> The task
Output each entry verbatim. Leave the images out.

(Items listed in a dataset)
---

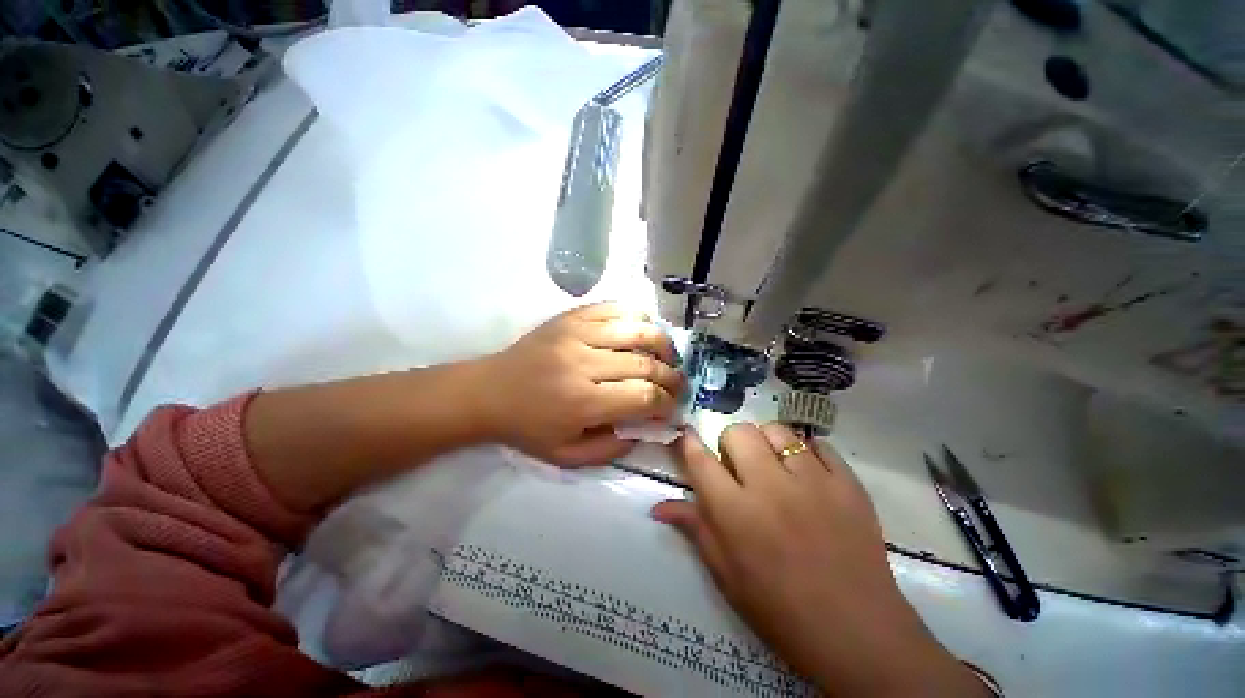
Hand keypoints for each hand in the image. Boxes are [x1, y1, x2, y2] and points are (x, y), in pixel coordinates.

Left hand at [480, 303, 683, 465]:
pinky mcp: (571, 317)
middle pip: (647, 363)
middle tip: (678, 385)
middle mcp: (584, 363)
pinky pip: (615, 308)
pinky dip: (638, 317)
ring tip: (668, 356)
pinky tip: (643, 331)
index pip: (644, 396)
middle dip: (672, 377)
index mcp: (583, 401)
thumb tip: (646, 428)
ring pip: (638, 329)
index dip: (666, 403)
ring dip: (663, 344)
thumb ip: (611, 449)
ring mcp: (578, 333)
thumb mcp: (566, 456)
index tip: (671, 408)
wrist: (489, 391)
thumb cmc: (527, 427)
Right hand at [652, 424, 987, 696]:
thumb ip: (695, 528)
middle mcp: (770, 486)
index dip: (688, 443)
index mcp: (735, 512)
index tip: (687, 437)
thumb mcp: (726, 574)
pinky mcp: (848, 483)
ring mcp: (813, 481)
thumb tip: (658, 506)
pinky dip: (807, 452)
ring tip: (773, 466)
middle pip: (738, 432)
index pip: (700, 460)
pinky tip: (807, 473)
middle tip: (738, 467)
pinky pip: (819, 445)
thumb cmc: (779, 609)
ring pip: (777, 431)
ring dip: (766, 442)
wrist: (856, 632)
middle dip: (730, 443)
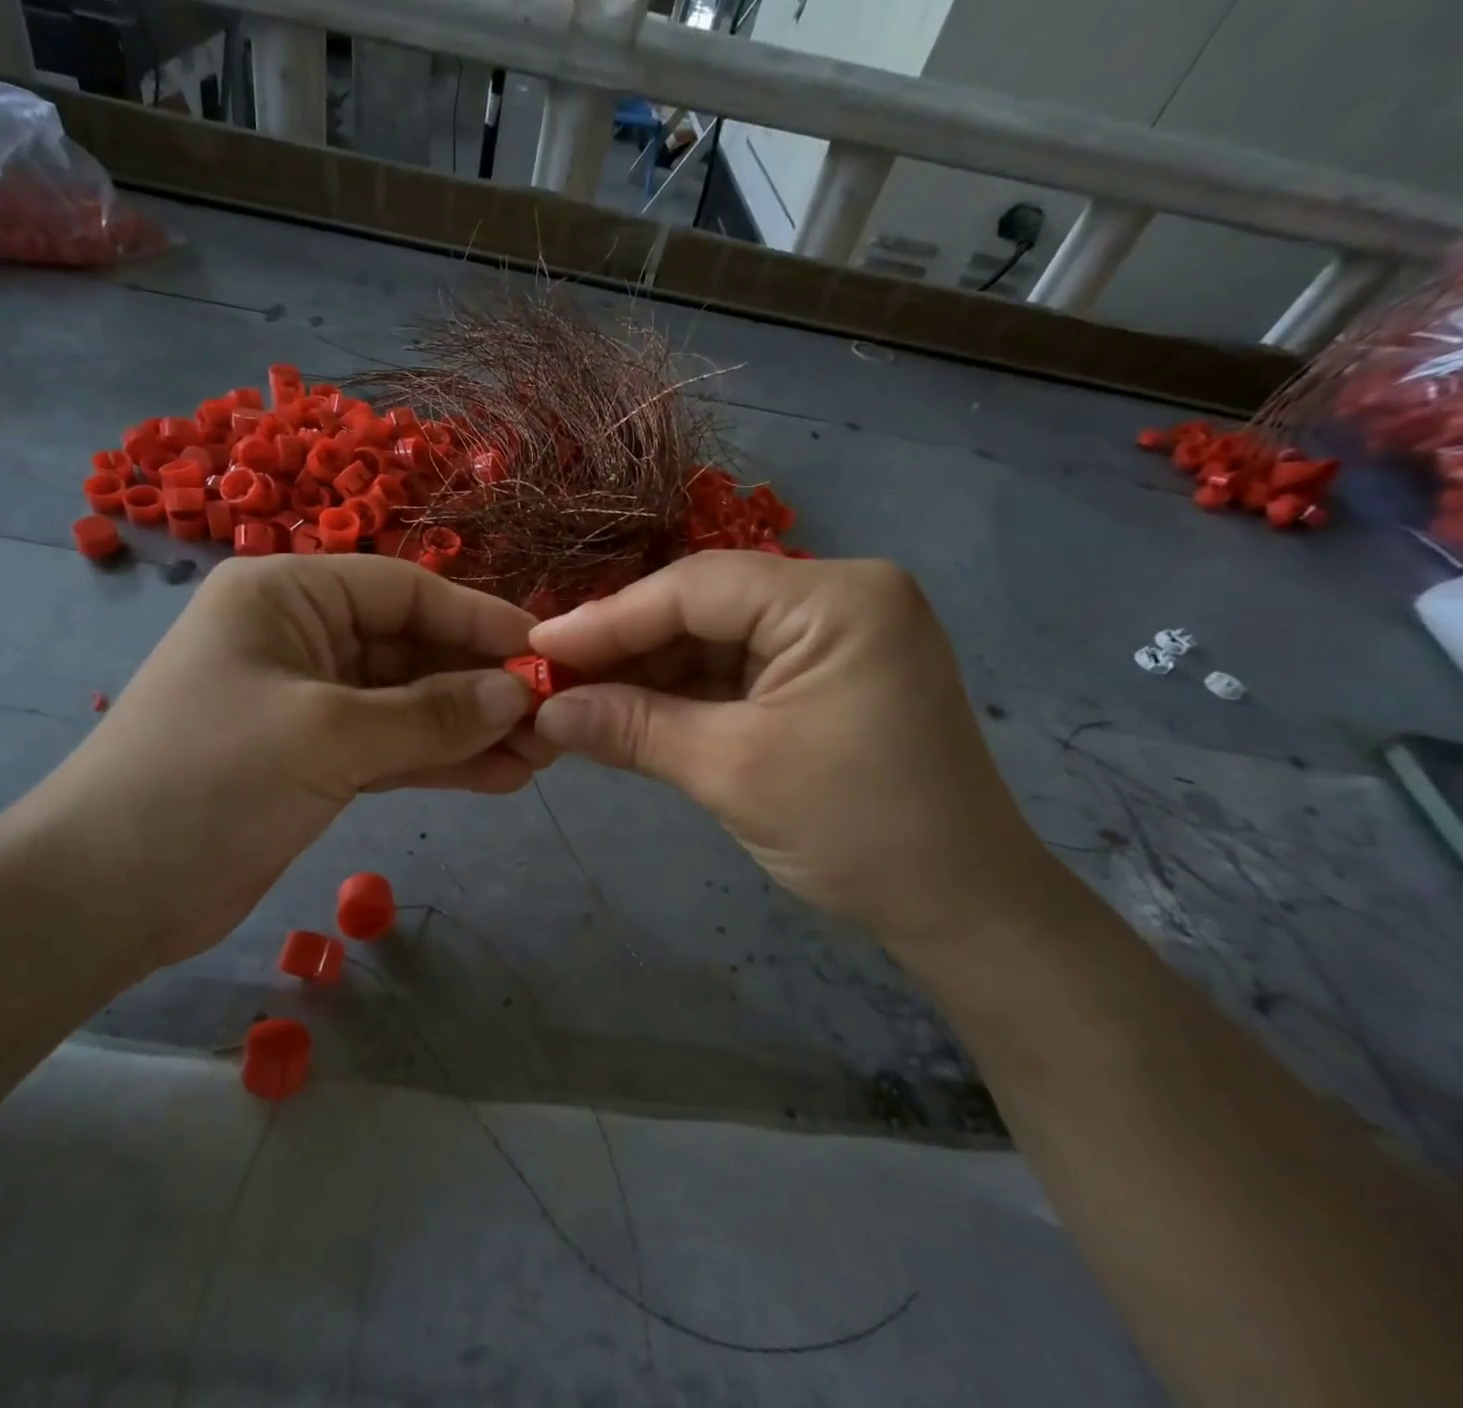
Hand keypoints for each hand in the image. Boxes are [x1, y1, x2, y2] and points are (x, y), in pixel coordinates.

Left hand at [6, 556, 544, 963]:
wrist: (105, 893)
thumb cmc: (208, 780)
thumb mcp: (328, 735)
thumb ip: (429, 714)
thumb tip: (516, 694)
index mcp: (288, 595)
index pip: (406, 590)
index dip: (479, 620)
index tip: (545, 654)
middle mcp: (302, 637)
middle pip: (413, 649)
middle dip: (481, 685)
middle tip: (554, 718)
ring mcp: (310, 702)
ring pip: (409, 705)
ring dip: (470, 729)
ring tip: (541, 756)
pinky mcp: (315, 759)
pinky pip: (392, 748)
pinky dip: (440, 762)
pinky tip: (498, 777)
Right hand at [527, 553, 1050, 944]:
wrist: (961, 909)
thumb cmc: (857, 832)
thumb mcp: (731, 772)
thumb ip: (632, 728)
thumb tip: (544, 712)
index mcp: (836, 598)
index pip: (696, 588)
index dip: (608, 618)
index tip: (537, 649)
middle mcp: (837, 596)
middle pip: (703, 606)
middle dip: (625, 648)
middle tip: (551, 680)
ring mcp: (833, 634)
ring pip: (713, 639)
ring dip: (646, 673)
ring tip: (576, 700)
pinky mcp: (822, 673)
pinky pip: (735, 669)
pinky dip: (681, 694)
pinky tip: (627, 712)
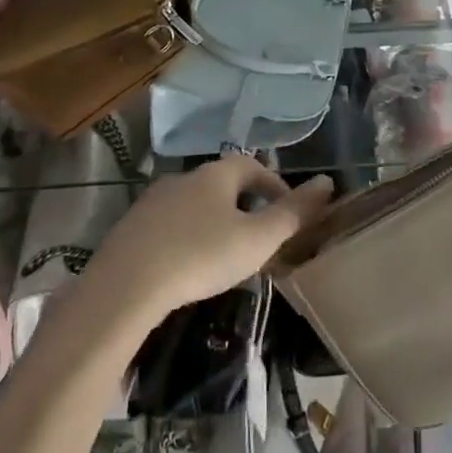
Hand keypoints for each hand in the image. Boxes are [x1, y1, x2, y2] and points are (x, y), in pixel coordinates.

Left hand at [79, 155, 333, 326]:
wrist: (124, 287)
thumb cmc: (201, 257)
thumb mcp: (258, 239)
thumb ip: (294, 213)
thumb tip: (328, 182)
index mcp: (216, 175)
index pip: (253, 165)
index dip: (274, 185)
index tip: (287, 213)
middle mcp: (183, 178)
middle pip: (223, 184)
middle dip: (245, 205)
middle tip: (261, 237)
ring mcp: (152, 202)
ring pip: (195, 205)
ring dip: (215, 222)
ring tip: (227, 254)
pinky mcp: (130, 228)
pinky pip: (170, 225)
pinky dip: (188, 237)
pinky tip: (189, 266)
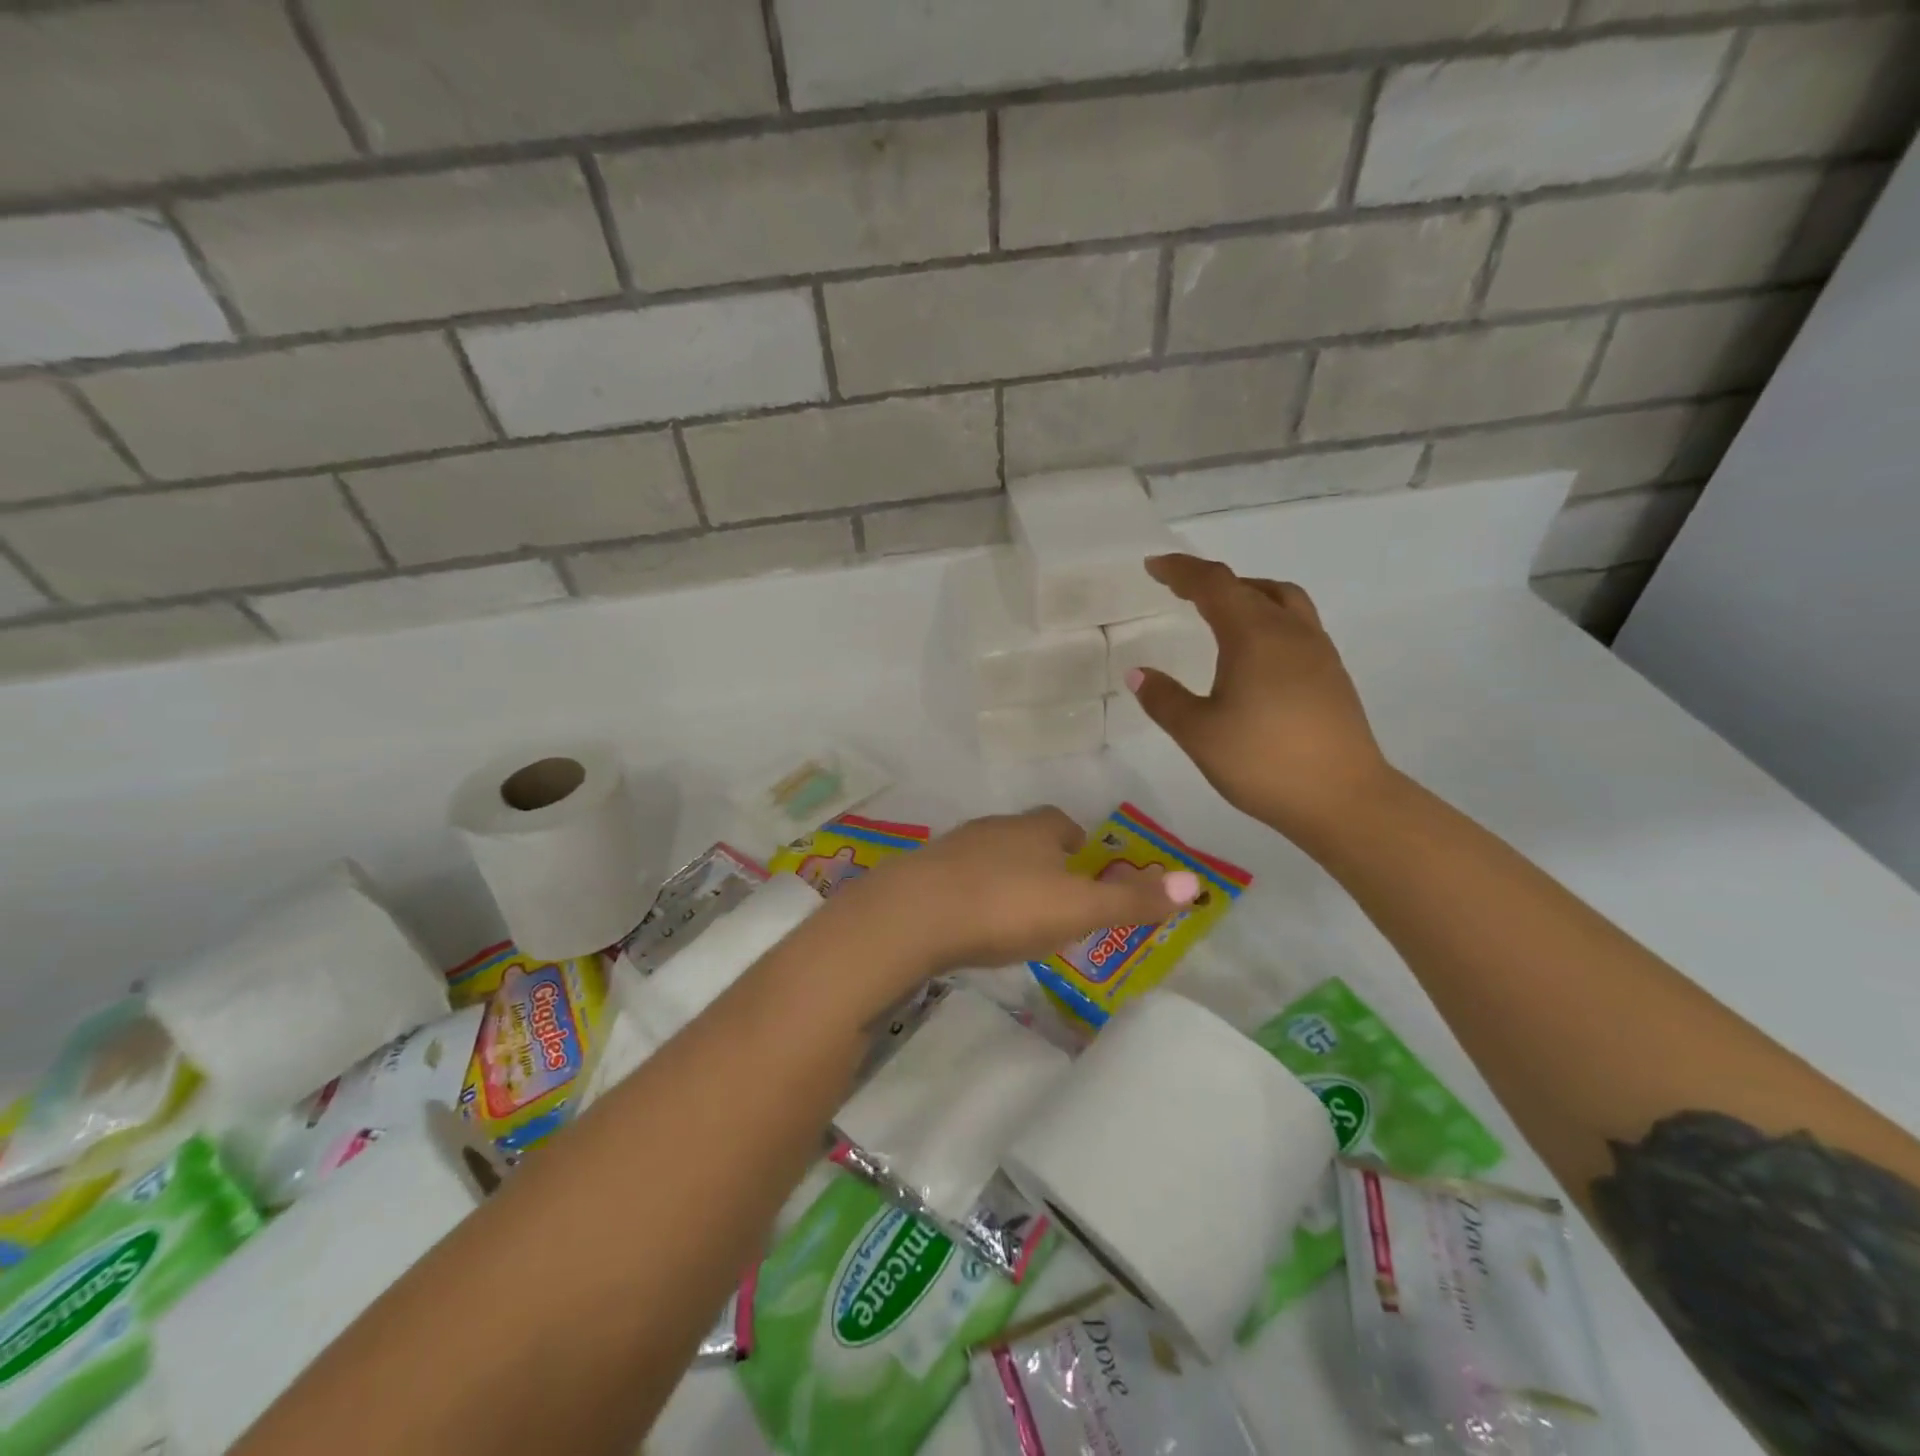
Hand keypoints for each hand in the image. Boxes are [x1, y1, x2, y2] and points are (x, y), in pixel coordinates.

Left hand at [834, 807, 1201, 979]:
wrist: (913, 916)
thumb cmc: (1006, 907)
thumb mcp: (1078, 908)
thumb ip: (1132, 898)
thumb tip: (1195, 881)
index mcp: (1034, 829)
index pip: (1062, 823)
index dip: (1077, 843)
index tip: (1084, 870)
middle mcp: (993, 828)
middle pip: (1024, 837)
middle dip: (1041, 861)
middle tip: (1053, 900)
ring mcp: (953, 848)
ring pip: (988, 856)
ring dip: (1003, 878)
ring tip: (1013, 917)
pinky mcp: (921, 874)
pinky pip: (956, 879)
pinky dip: (969, 894)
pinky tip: (969, 924)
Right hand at [1128, 554, 1394, 845]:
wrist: (1344, 799)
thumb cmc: (1263, 762)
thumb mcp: (1199, 733)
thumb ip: (1164, 699)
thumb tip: (1138, 673)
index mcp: (1254, 635)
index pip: (1214, 585)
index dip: (1181, 571)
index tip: (1154, 566)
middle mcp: (1290, 632)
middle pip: (1250, 586)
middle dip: (1212, 582)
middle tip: (1181, 590)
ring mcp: (1318, 652)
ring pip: (1282, 601)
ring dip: (1248, 594)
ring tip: (1221, 612)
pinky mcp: (1332, 675)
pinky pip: (1296, 625)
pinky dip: (1268, 619)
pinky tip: (1255, 654)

---

> Solution to this problem
Hand keypoints for each hand in the image. Boxes are [x1, y1, x2, y2] and points are (x, y), in pixel coordinates.

Left hand at [480, 303, 683, 465]:
pinky mcp: (571, 317)
middle pip: (647, 363)
middle tip: (678, 385)
middle mcp: (584, 363)
pinky pip: (615, 308)
pinky dip: (638, 317)
ring tip: (668, 356)
pinky tip: (643, 331)
index pip: (644, 396)
middle dip: (672, 377)
index mcp: (583, 401)
thumb tip: (646, 428)
ring pip: (638, 329)
index dip: (666, 403)
ring dip: (663, 344)
thumb ip: (611, 449)
ring mcp: (578, 333)
thumb mcp: (566, 456)
index tip: (671, 408)
wrist: (489, 391)
thumb cmc: (527, 427)
Right hand at [652, 424, 987, 696]:
thumb ip: (695, 528)
middle mcp: (770, 486)
index dip: (688, 443)
index mcp: (735, 512)
index tip: (687, 437)
thumb mcp: (726, 574)
pinky mcp: (848, 483)
ring mcp: (813, 481)
thumb tip: (658, 506)
pinky dip: (807, 452)
ring tip: (773, 466)
middle pip: (738, 432)
index pip: (700, 460)
pinky tip: (807, 473)
middle tip: (738, 467)
pinky pip: (819, 445)
thumb cmc: (779, 609)
ring pip: (777, 431)
ring dip: (766, 442)
wrist: (856, 632)
middle dip: (730, 443)
Hand keypoints for each hand in the image. Boxes are [x1, y1, x2, y2] and points are (x, y), in pixel coordinates.

Left hand at [6, 556, 544, 963]:
wrist: (105, 893)
thumb cmc: (208, 780)
thumb mcp: (328, 735)
thumb ip: (429, 714)
thumb tip: (516, 694)
index mcp: (288, 595)
index pip: (406, 590)
index dip: (479, 620)
index tip: (545, 654)
middle mcp: (302, 637)
middle pip: (413, 649)
middle dip: (481, 685)
middle tip: (554, 718)
ring mcp: (310, 702)
ring pip: (409, 705)
ring dip: (470, 729)
ring tip: (541, 756)
pinky mcp: (315, 759)
pinky pip: (392, 748)
pinky dip: (440, 762)
pinky tip: (498, 777)
Right hand at [527, 553, 1050, 944]:
wrist: (961, 909)
thumb cmc: (857, 832)
thumb mcp: (731, 772)
thumb ip: (632, 728)
thumb tip: (544, 712)
index mcp: (836, 598)
index pip: (696, 588)
index dip: (608, 618)
index tip: (537, 649)
middle mcp: (837, 596)
middle pip: (703, 606)
middle dip: (625, 648)
middle tip: (551, 680)
ring mcp: (833, 634)
ring pip: (713, 639)
ring dip: (646, 673)
ring tip: (576, 700)
pinky mcp: (822, 673)
pinky pip: (735, 669)
pinky dip: (681, 694)
pinky tip: (627, 712)
Hand keypoints for each hand in the image. Boxes are [x1, y1, x2, y2] and points are (x, y), in pixel coordinates.

Left hand at [79, 155, 333, 326]:
wrist: (124, 287)
thumb cmc: (201, 257)
thumb mcp: (258, 239)
thumb ip: (294, 213)
thumb tip: (328, 182)
index mcp: (216, 175)
index pip: (253, 165)
index dip: (274, 185)
index tip: (287, 213)
middle mcp: (183, 178)
middle pip: (223, 184)
middle dip: (245, 205)
middle tip: (261, 237)
ring mcp: (152, 202)
ring pip: (195, 205)
ring dip: (215, 222)
ring tip: (227, 254)
pinky mcp: (130, 228)
pinky pip: (170, 225)
pinky dip: (188, 237)
pinky tip: (189, 266)
Hand keypoints for each hand in the image. Boxes are [x1, y1, x2, y2] and points are (x, y), in pixel coordinates.

Left hand at [834, 807, 1201, 979]:
wrist: (913, 916)
thumb cmc: (1006, 907)
thumb mcp: (1078, 908)
thumb ip: (1132, 898)
thumb tip: (1195, 881)
index mcp: (1034, 829)
index pip: (1062, 823)
index dip: (1077, 843)
index tip: (1084, 870)
middle mcp: (993, 828)
middle pip: (1024, 837)
middle dip: (1041, 861)
middle tip: (1053, 900)
ring mcp: (953, 848)
ring pip: (988, 856)
ring dip: (1003, 878)
ring tip: (1013, 917)
pinky mcp: (921, 874)
pinky pip: (956, 879)
pinky dip: (969, 894)
pinky tip: (969, 924)
Right hand at [1128, 554, 1394, 845]:
wrist: (1344, 799)
thumb cmc: (1263, 762)
thumb mcp: (1199, 733)
thumb ip: (1164, 699)
thumb tip: (1138, 673)
index mcp: (1254, 635)
index pip: (1214, 585)
index dip: (1181, 571)
index tip: (1154, 566)
middle mcp: (1290, 632)
middle pip: (1250, 586)
middle dip: (1212, 582)
middle tip: (1181, 590)
ring mcp: (1318, 652)
ring pip: (1282, 601)
ring dip: (1248, 594)
ring tip: (1221, 612)
pinky mcp: (1332, 675)
pinky pip: (1296, 625)
pinky dip: (1268, 619)
pinky tip: (1255, 654)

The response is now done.